(PROBLEM TO SOLVE): List each line of the data that holds the string "name".

....................

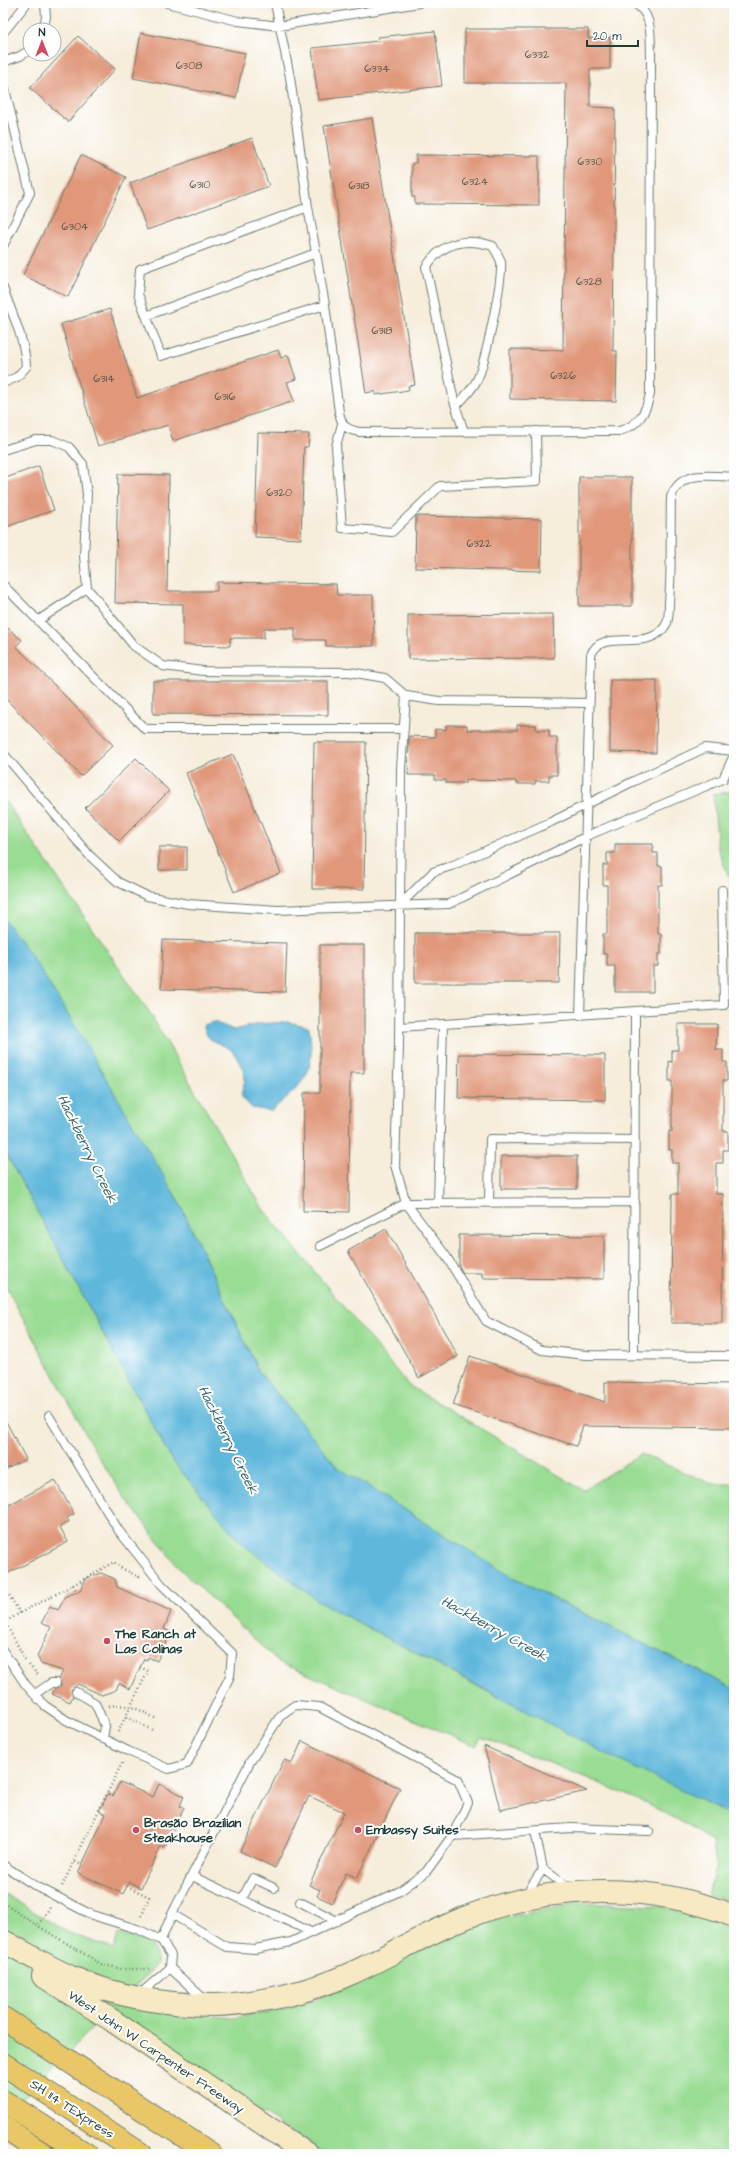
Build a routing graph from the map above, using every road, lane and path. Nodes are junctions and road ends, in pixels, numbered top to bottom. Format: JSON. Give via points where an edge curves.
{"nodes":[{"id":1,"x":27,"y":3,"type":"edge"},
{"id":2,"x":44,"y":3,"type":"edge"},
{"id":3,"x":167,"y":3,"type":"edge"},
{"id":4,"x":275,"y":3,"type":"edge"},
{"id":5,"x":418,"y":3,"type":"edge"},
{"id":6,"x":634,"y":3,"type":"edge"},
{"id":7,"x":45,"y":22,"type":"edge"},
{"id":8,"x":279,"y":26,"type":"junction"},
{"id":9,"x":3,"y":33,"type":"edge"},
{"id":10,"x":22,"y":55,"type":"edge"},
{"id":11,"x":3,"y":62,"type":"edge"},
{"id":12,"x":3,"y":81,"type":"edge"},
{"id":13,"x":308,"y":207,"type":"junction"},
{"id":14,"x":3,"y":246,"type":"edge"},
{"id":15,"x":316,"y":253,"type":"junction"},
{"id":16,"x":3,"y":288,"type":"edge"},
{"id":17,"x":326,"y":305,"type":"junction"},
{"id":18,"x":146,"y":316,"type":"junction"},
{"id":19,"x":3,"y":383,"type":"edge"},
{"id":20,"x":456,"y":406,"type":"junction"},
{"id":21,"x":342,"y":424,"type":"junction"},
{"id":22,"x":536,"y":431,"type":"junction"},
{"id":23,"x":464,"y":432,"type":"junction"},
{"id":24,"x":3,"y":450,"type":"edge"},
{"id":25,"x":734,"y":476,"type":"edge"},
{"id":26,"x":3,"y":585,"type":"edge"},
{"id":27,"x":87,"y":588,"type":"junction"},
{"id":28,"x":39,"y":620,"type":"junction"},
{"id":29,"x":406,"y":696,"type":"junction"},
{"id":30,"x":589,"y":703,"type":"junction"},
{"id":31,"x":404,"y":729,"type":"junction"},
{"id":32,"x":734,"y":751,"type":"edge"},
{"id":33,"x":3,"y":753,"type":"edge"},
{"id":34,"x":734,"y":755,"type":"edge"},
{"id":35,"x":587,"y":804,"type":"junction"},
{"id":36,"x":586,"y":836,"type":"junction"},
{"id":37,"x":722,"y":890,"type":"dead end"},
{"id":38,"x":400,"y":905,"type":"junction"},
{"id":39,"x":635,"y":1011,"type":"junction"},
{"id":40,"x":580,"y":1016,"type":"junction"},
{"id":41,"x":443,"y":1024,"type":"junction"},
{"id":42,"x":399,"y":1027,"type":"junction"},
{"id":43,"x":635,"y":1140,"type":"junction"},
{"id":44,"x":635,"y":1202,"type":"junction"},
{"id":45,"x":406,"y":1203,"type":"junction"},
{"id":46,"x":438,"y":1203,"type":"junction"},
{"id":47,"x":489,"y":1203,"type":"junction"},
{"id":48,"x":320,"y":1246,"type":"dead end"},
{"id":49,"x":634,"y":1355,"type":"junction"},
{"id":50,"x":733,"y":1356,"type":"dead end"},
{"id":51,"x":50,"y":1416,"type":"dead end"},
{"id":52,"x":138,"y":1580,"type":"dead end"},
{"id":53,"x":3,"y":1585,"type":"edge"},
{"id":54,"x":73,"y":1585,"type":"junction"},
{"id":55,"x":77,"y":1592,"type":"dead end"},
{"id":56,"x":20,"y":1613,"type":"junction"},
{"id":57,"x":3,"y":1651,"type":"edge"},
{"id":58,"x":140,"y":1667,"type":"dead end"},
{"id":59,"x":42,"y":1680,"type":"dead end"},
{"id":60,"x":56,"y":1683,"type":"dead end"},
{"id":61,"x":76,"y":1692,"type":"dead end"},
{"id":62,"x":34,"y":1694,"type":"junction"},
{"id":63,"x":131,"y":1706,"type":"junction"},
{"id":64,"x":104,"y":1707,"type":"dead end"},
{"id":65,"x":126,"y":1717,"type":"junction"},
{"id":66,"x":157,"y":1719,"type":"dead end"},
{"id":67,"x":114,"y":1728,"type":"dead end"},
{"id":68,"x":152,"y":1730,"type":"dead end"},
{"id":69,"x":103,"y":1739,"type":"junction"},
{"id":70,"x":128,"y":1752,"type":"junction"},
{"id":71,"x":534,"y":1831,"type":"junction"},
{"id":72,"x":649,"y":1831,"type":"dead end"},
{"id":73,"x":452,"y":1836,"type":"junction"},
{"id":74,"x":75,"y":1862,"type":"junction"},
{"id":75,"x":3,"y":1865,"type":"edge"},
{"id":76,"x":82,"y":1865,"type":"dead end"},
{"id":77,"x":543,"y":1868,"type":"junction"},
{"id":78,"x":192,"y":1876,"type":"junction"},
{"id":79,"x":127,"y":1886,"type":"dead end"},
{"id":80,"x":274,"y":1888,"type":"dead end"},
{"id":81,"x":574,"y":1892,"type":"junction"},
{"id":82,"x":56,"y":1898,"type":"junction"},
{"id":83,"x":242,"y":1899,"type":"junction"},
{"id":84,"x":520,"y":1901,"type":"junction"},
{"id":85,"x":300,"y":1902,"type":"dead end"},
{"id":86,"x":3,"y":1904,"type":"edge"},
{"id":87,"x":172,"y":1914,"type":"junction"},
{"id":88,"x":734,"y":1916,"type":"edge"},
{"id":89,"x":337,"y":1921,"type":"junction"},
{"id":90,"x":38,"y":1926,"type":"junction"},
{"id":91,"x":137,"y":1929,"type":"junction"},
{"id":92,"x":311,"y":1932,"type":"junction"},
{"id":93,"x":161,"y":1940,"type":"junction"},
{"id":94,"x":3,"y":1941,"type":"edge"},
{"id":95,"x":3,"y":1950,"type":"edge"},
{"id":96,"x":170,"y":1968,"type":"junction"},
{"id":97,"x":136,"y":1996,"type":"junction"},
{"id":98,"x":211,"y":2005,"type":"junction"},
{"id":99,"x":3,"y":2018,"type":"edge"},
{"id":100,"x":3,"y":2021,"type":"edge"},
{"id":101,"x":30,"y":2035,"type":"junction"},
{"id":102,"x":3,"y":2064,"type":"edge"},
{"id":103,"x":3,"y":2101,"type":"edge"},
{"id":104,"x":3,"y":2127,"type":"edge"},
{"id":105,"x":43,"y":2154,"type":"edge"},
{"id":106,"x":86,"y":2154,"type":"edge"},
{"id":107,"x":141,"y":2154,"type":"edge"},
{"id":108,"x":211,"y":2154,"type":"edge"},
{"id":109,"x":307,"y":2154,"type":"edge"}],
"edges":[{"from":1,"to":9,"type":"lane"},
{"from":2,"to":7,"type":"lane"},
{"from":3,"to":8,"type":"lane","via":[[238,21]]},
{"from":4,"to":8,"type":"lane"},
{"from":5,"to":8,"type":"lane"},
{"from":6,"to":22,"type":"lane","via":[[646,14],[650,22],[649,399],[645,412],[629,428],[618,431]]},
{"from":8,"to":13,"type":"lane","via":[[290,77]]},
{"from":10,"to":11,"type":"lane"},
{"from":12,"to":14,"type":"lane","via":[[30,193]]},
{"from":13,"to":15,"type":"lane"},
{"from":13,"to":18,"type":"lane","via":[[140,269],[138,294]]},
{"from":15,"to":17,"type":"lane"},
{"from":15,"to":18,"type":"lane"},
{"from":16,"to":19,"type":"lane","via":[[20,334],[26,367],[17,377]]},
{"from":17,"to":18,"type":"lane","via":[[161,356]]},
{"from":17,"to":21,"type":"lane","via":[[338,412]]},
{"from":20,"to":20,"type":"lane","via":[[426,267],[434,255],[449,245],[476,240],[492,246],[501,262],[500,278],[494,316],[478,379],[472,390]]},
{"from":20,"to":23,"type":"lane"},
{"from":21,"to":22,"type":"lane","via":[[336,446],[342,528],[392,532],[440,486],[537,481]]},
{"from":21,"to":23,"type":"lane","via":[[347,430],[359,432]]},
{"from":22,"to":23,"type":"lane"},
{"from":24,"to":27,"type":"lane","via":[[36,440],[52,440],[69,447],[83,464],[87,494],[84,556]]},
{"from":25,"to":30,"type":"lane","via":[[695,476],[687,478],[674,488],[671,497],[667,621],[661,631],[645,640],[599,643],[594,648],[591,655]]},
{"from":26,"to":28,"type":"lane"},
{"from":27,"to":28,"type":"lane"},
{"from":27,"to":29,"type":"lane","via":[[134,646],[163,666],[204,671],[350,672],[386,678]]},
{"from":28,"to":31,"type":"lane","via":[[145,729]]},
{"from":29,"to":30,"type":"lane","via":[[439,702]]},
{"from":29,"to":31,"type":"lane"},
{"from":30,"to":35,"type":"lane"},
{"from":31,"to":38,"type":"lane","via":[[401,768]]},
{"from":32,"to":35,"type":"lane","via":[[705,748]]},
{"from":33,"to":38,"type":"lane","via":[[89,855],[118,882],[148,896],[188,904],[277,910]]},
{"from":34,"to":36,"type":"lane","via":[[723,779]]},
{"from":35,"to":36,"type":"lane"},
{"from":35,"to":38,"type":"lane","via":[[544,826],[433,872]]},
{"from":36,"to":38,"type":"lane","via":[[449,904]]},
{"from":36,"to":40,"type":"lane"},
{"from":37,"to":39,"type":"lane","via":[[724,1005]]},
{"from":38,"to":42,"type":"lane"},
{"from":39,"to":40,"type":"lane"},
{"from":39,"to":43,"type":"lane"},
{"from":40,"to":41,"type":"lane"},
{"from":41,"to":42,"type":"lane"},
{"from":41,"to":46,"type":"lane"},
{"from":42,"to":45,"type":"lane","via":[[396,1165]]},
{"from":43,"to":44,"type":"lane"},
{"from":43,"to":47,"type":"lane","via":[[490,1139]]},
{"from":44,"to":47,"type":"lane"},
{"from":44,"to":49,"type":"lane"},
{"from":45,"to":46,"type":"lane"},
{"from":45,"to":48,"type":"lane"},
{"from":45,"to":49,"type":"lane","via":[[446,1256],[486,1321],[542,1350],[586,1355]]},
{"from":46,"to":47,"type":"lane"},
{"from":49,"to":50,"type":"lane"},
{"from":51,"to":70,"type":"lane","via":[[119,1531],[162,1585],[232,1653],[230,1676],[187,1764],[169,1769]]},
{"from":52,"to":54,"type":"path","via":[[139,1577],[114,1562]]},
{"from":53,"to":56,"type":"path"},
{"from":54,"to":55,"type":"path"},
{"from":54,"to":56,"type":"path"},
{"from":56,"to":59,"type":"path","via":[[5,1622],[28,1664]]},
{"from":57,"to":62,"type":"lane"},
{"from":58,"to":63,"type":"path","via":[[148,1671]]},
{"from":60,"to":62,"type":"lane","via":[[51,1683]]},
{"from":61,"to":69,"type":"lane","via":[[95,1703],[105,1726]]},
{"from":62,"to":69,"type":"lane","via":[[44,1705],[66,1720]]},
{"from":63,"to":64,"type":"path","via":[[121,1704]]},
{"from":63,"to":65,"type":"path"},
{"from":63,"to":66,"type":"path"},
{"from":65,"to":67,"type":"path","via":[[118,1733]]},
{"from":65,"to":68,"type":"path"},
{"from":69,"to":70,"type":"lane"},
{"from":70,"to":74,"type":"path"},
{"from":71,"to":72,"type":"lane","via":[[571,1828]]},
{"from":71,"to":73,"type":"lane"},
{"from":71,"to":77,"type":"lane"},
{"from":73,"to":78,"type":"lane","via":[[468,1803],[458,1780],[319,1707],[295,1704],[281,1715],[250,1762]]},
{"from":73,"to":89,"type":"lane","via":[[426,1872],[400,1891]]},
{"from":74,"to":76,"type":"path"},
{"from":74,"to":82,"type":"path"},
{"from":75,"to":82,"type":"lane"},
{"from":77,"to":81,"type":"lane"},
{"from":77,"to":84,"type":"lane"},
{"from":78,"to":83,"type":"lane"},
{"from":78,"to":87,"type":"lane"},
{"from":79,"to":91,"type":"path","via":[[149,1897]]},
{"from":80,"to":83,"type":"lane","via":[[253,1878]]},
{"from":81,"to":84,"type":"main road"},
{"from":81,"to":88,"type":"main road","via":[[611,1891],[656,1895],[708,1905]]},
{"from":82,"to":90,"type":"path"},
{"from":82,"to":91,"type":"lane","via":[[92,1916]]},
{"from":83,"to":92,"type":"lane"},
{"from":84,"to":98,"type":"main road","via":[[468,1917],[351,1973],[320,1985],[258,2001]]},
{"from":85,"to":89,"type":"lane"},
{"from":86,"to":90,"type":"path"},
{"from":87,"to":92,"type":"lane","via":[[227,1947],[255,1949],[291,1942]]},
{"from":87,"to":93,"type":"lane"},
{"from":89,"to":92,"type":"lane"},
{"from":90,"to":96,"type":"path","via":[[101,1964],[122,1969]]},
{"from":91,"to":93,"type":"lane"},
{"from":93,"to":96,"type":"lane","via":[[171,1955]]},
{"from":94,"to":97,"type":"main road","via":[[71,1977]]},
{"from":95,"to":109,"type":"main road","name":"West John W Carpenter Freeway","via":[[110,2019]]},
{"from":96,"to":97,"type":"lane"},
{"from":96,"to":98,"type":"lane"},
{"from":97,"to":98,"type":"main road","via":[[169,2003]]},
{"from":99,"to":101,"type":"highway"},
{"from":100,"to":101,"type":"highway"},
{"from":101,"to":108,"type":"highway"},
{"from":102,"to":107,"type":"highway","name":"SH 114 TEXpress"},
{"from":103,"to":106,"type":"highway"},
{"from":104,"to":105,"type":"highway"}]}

....................

(WRITTEN RESPONSE):
{"from":95,"to":109,"type":"main road","name":"West John W Carpenter Freeway","via":[[110,2019]]},
{"from":102,"to":107,"type":"highway","name":"SH 114 TEXpress"},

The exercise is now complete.